◆ Data excerpts ◆
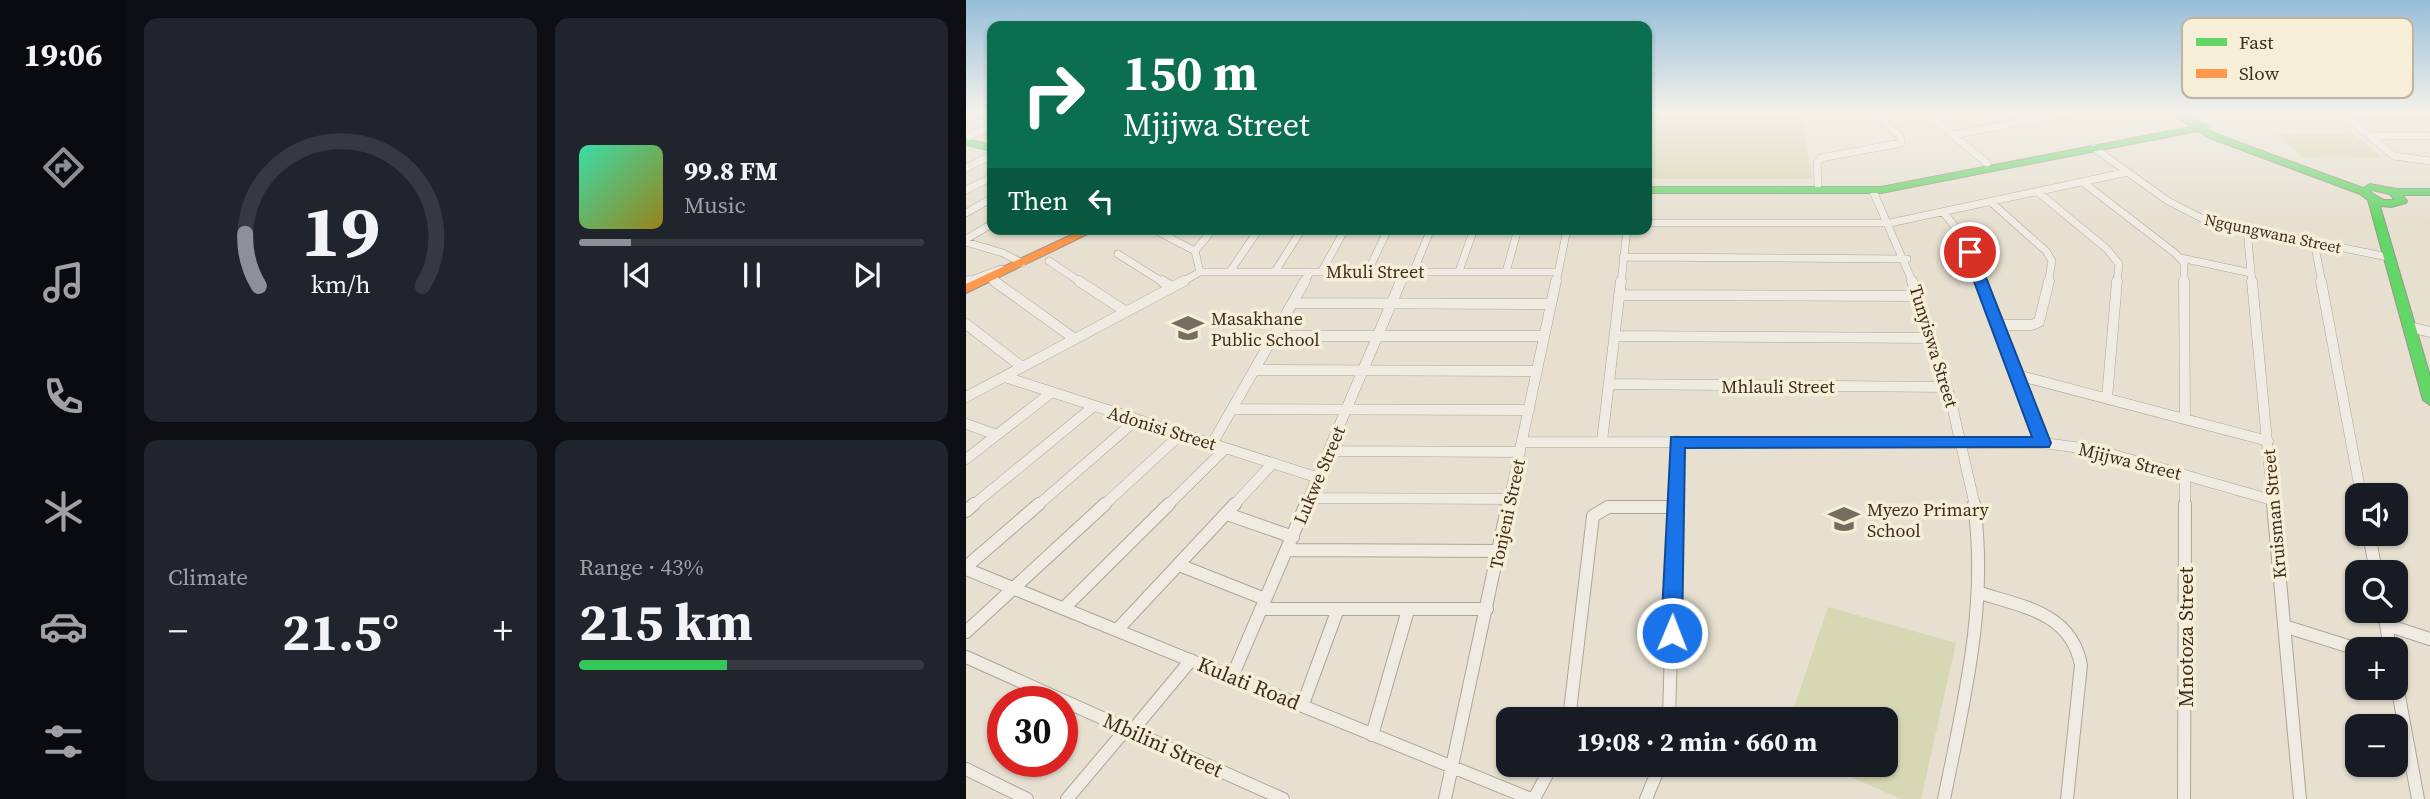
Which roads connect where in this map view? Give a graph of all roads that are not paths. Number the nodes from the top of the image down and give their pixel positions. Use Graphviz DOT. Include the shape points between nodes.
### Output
graph roads {
  1 [pos="1867,149"];
  2 [pos="1970,149"];
  3 [pos="2058,149"];
  4 [pos="2087,149"];
  5 [pos="2096,149"];
  6 [pos="2250,149"];
  7 [pos="2260,149"];
  8 [pos="2385,149"];
  9 [pos="987,158"];
  10 [pos="2430,162"];
  11 [pos="1987,163"];
  12 [pos="966,168"];
  13 [pos="2128,172"];
  14 [pos="987,180"];
  15 [pos="2084,183"];
  16 [pos="1652,184"];
  17 [pos="1818,184"];
  18 [pos="966,190"];
  19 [pos="1652,190"];
  20 [pos="1873,191"];
  21 [pos="2430,192"];
  22 [pos="2039,193"];
  23 [pos="2369,193"];
  24 [pos="2397,195"];
  25 [pos="2430,198"];
  26 [pos="987,201"];
  27 [pos="1992,203"];
  28 [pos="966,213"];
  29 [pos="1944,213"];
  30 [pos="1652,223"];
  31 [pos="1890,223"];
  32 [pos="987,227"];
  33 [pos="2247,229"];
  34 [pos="1073,235"];
  35 [pos="1080,235"];
  36 [pos="1164,235"];
  37 [pos="1208,235"];
  38 [pos="1255,235"];
  39 [pos="1298,235"];
  40 [pos="1342,235"];
  41 [pos="1385,235"];
  42 [pos="1428,235"];
  43 [pos="1472,235"];
  44 [pos="1516,235"];
  45 [pos="1566,235"];
  46 [pos="1625,235"];
  47 [pos="966,241"];
  48 [pos="2314,242"];
  49 [pos="1195,251"];
  50 [pos="1118,254"];
  51 [pos="1623,257"];
  52 [pos="2388,257"];
  53 [pos="2181,258"];
  54 [pos="1907,259"];
  55 [pos="1048,261"];
  56 [pos="1020,262"];
  57 [pos="1276,270"];
  58 [pos="1231,271"];
  59 [pos="1322,271"];
  60 [pos="1368,271"];
  61 [pos="1459,271"];
  62 [pos="1310,272"];
  63 [pos="1409,272"];
  64 [pos="1506,272"];
  65 [pos="1557,272"];
  66 [pos="996,273"];
  67 [pos="1197,273"];
  68 [pos="2251,274"];
  69 [pos="966,285"];
  70 [pos="1170,286"];
  71 [pos="1619,295"];
  72 [pos="1919,296"];
  73 [pos="1293,303"];
  74 [pos="1392,303"];
  75 [pos="1551,304"];
  76 [pos="1125,311"];
  77 [pos="966,324"];
  78 [pos="1999,325"];
  79 [pos="2409,327"];
  80 [pos="2430,332"];
  81 [pos="1379,335"];
  82 [pos="1274,336"];
  83 [pos="1544,336"];
  84 [pos="1615,337"];
  85 [pos="1932,338"];
  86 [pos="1075,339"];
  87 [pos="1022,367"];
  88 [pos="1255,370"];
  89 [pos="1364,370"];
  90 [pos="1536,371"];
  91 [pos="2017,375"];
  92 [pos="1005,377"];
  93 [pos="1609,384"];
  94 [pos="1947,387"];
  95 [pos="1052,392"];
  96 [pos="966,397"];
  97 [pos="2107,398"];
  98 [pos="2430,400"];
  99 [pos="1094,406"];
  100 [pos="1232,409"];
  101 [pos="1347,410"];
  102 [pos="1528,410"];
  103 [pos="2185,419"];
  104 [pos="1136,420"];
  105 [pos="966,424"];
  106 [pos="1181,434"];
  107 [pos="997,435"];
  108 [pos="1964,441"];
  109 [pos="2268,441"];
  110 [pos="1602,442"];
  111 [pos="1677,442"];
  112 [pos="2043,443"];
  113 [pos="1212,444"];
  114 [pos="1521,447"];
  115 [pos="1226,448"];
  116 [pos="1330,451"];
  117 [pos="966,459"];
  118 [pos="1273,463"];
  119 [pos="2185,475"];
  120 [pos="1319,478"];
  121 [pos="2359,483"];
  122 [pos="1311,498"];
  123 [pos="1510,499"];
  124 [pos="2272,500"];
  125 [pos="1675,507"];
  126 [pos="966,510"];
  127 [pos="1227,514"];
  128 [pos="1293,537"];
  129 [pos="1287,550"];
  130 [pos="1500,551"];
  131 [pos="1179,565"];
  132 [pos="966,568"];
  133 [pos="1015,587"];
  134 [pos="1980,593"];
  135 [pos="1263,604"];
  136 [pos="1064,608"];
  137 [pos="1338,609"];
  138 [pos="1487,609"];
  139 [pos="1408,610"];
  140 [pos="2387,625"];
  141 [pos="2284,626"];
  142 [pos="1118,629"];
  143 [pos="966,632"];
  144 [pos="2388,637"];
  145 [pos="2430,639"];
  146 [pos="2345,645"];
  147 [pos="966,657"];
  148 [pos="1191,660"];
  149 [pos="1232,677"];
  150 [pos="2400,700"];
  151 [pos="1303,704"];
  152 [pos="1570,707"];
  153 [pos="1669,707"];
  154 [pos="1129,730"];
  155 [pos="1372,735"];
  156 [pos="1452,767"];
  157 [pos="966,769"];
  158 [pos="1545,777"];
  159 [pos="1655,777"];
  160 [pos="1027,799"];
  161 [pos="1067,799"];
  162 [pos="1283,799"];
  163 [pos="1445,799"];
  164 [pos="1533,799"];
  165 [pos="1646,799"];
  166 [pos="1944,799"];
  167 [pos="2067,799"];
  168 [pos="2184,799"];
  169 [pos="2300,799"];
  170 [pos="2418,799"];
  1 -- 17 [label="street" via="1821,158"];
  2 -- 11 [label="street"];
  3 -- 11 [label="main road"];
  4 -- 20 [label="main road"];
  5 -- 13 [label="street, Ngqungwana Street"];
  6 -- 23 [label="main road"];
  7 -- 23 [label="main road"];
  8 -- 10 [label="street" via="2403,160"];
  9 -- 12 [label="street"];
  11 -- 17 [label="main road" via="1884,184"];
  13 -- 15 [label="street"];
  13 -- 33 [label="street, Ngqungwana Street" via="2189,213"];
  14 -- 18 [label="street"];
  15 -- 22 [label="street"];
  15 -- 53 [label="street"];
  16 -- 17 [label="main road"];
  19 -- 20 [label="main road"];
  20 -- 31 [label="street, Tunyiswa Street"];
  21 -- 24 [label="main road"];
  22 -- 27 [label="street"];
  22 -- 97 [label="street" via="2108,249 2119,264"];
  23 -- 24 [label="main road" via="2395,204 2402,201"];
  23 -- 52 [label="main road"];
  24 -- 25 [label="main road"];
  26 -- 28 [label="street"];
  27 -- 29 [label="street"];
  27 -- 78 [label="street" via="2046,251 2053,266 2039,322"];
  29 -- 31 [label="street"];
  29 -- 78 [label="street" via="1964,238"];
  30 -- 31 [label="street"];
  31 -- 54 [label="street, Tunyiswa Street"];
  32 -- 47 [label="street"];
  33 -- 48 [label="street, Ngqungwana Street"];
  33 -- 68 [label="street, Kruisman Street"];
  34 -- 56 [label="main road"];
  35 -- 56 [label="main road"];
  36 -- 49 [label="street"];
  37 -- 49 [label="street"];
  38 -- 58 [label="street"];
  39 -- 57 [label="street"];
  40 -- 59 [label="street"];
  41 -- 60 [label="street"];
  42 -- 63 [label="street, Lukwe Street"];
  43 -- 61 [label="street"];
  44 -- 64 [label="street"];
  45 -- 65 [label="street, Tonjeni Street"];
  46 -- 51 [label="street"];
  47 -- 56 [label="street"];
  48 -- 52 [label="street, Ngqungwana Street"];
  48 -- 121 [label="street"];
  49 -- 67 [label="street"];
  50 -- 70 [label="street"];
  51 -- 54 [label="street"];
  51 -- 71 [label="street"];
  52 -- 79 [label="main road"];
  53 -- 68 [label="street"];
  53 -- 103 [label="street" via="2186,275"];
  54 -- 72 [label="street, Tunyiswa Street"];
  55 -- 76 [label="street"];
  56 -- 66 [label="main road"];
  57 -- 58 [label="street, Mkuli Street"];
  57 -- 62 [label="street, Mkuli Street"];
  58 -- 67 [label="street, Mkuli Street"];
  59 -- 60 [label="street, Mkuli Street"];
  59 -- 62 [label="street, Mkuli Street"];
  60 -- 63 [label="street, Mkuli Street"];
  61 -- 63 [label="street, Mkuli Street"];
  61 -- 64 [label="street, Mkuli Street"];
  62 -- 73 [label="street"];
  63 -- 74 [label="street, Lukwe Street"];
  64 -- 65 [label="street, Mkuli Street"];
  65 -- 75 [label="street, Tonjeni Street"];
  66 -- 69 [label="main road"];
  66 -- 86 [label="street"];
  67 -- 70 [label="street"];
  68 -- 109 [label="street, Kruisman Street"];
  70 -- 76 [label="street"];
  71 -- 72 [label="street"];
  71 -- 84 [label="street"];
  72 -- 85 [label="street, Tunyiswa Street"];
  73 -- 74 [label="street"];
  73 -- 82 [label="street"];
  74 -- 75 [label="street"];
  74 -- 81 [label="street, Lukwe Street"];
  75 -- 83 [label="street, Tonjeni Street"];
  76 -- 86 [label="street"];
  77 -- 87 [label="street"];
  78 -- 91 [label="street"];
  79 -- 80 [label="street"];
  79 -- 98 [label="main road"];
  81 -- 82 [label="street"];
  81 -- 83 [label="street"];
  81 -- 89 [label="street, Lukwe Street"];
  82 -- 88 [label="street"];
  83 -- 90 [label="street, Tonjeni Street"];
  84 -- 85 [label="street"];
  84 -- 93 [label="street"];
  85 -- 94 [label="street, Tunyiswa Street"];
  86 -- 87 [label="street"];
  87 -- 92 [label="street"];
  88 -- 89 [label="street"];
  88 -- 100 [label="street"];
  89 -- 90 [label="street"];
  89 -- 101 [label="street, Lukwe Street"];
  90 -- 102 [label="street, Tonjeni Street"];
  91 -- 97 [label="street"];
  91 -- 112 [label="street"];
  92 -- 95 [label="street, Adonisi Street"];
  92 -- 96 [label="street"];
  93 -- 94 [label="street, Mhlauli Street"];
  93 -- 110 [label="street"];
  94 -- 108 [label="street, Tunyiswa Street"];
  95 -- 99 [label="street, Adonisi Street"];
  95 -- 107 [label="street"];
  97 -- 103 [label="street"];
  99 -- 104 [label="street, Adonisi Street"];
  99 -- 126 [label="street"];
  100 -- 101 [label="street"];
  100 -- 113 [label="street"];
  101 -- 102 [label="street"];
  101 -- 116 [label="street, Lukwe Street"];
  102 -- 114 [label="street, Tonjeni Street"];
  103 -- 109 [label="street"];
  104 -- 106 [label="street, Adonisi Street"];
  104 -- 132 [label="street"];
  105 -- 107 [label="street"];
  106 -- 113 [label="street, Adonisi Street"];
  106 -- 133 [label="street"];
  107 -- 117 [label="street"];
  108 -- 111 [label="street, Mjijwa Street"];
  108 -- 112 [label="street, Mjijwa Street"];
  108 -- 134 [label="street, Tunyiswa Street"];
  109 -- 124 [label="street, Kruisman Street"];
  110 -- 111 [label="street, Mjijwa Street"];
  110 -- 114 [label="street, Mjijwa Street"];
  111 -- 125 [label="street"];
  112 -- 119 [label="street, Mjijwa Street" via="2096,450"];
  113 -- 115 [label="street, Adonisi Street"];
  114 -- 116 [label="street, Mjijwa Street"];
  114 -- 123 [label="street, Tonjeni Street"];
  115 -- 118 [label="street, Adonisi Street"];
  115 -- 136 [label="street"];
  116 -- 120 [label="street, Lukwe Street"];
  118 -- 120 [label="street, Adonisi Street"];
  118 -- 127 [label="street"];
  119 -- 124 [label="street, Mjijwa Street"];
  119 -- 168 [label="street, Mnotoza Street"];
  120 -- 122 [label="street, Lukwe Street"];
  122 -- 123 [label="street"];
  122 -- 128 [label="street, Lukwe Street"];
  123 -- 130 [label="street, Tonjeni Street"];
  124 -- 141 [label="street, Kruisman Street"];
  125 -- 152 [label="street" via="1608,507 1593,516"];
  125 -- 153 [label="street"];
  127 -- 128 [label="street"];
  127 -- 131 [label="street"];
  128 -- 129 [label="street, Lukwe Street"];
  129 -- 130 [label="street"];
  129 -- 135 [label="street, Lukwe Street"];
  130 -- 138 [label="street, Tonjeni Street"];
  131 -- 135 [label="street"];
  131 -- 142 [label="street"];
  132 -- 133 [label="street, Kulati Road"];
  133 -- 136 [label="street, Kulati Road"];
  133 -- 143 [label="street"];
  134 -- 166 [label="street, Tunyiswa Street"];
  134 -- 167 [label="street" via="2056,621 2078,644 2081,665"];
  135 -- 137 [label="street"];
  135 -- 149 [label="street, Lukwe Street"];
  136 -- 142 [label="street, Kulati Road"];
  137 -- 139 [label="street"];
  137 -- 151 [label="street"];
  138 -- 139 [label="street"];
  138 -- 156 [label="street, Tonjeni Street"];
  139 -- 155 [label="street"];
  140 -- 144 [label="street"];
  140 -- 145 [label="street"];
  141 -- 146 [label="street"];
  141 -- 169 [label="street, Kruisman Street"];
  142 -- 148 [label="street, Kulati Road"];
  147 -- 154 [label="street, Mbilini Street"];
  148 -- 149 [label="street, Kulati Road"];
  148 -- 154 [label="street"];
  149 -- 151 [label="street, Kulati Road"];
  150 -- 170 [label="street"];
  151 -- 155 [label="street, Kulati Road"];
  154 -- 161 [label="street"];
  154 -- 162 [label="street, Mbilini Street"];
  155 -- 156 [label="street, Kulati Road"];
  156 -- 163 [label="street, Tonjeni Street"];
  156 -- 164 [label="street, Kulati Road"];
  157 -- 160 [label="street"];
  158 -- 164 [label="street"];
  159 -- 165 [label="street"];
}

◆ Work item ◆
Counting only lines that hold "Tonjeni", report how many there are in the records above, as a bare number.

◆ Worked solution ◆
11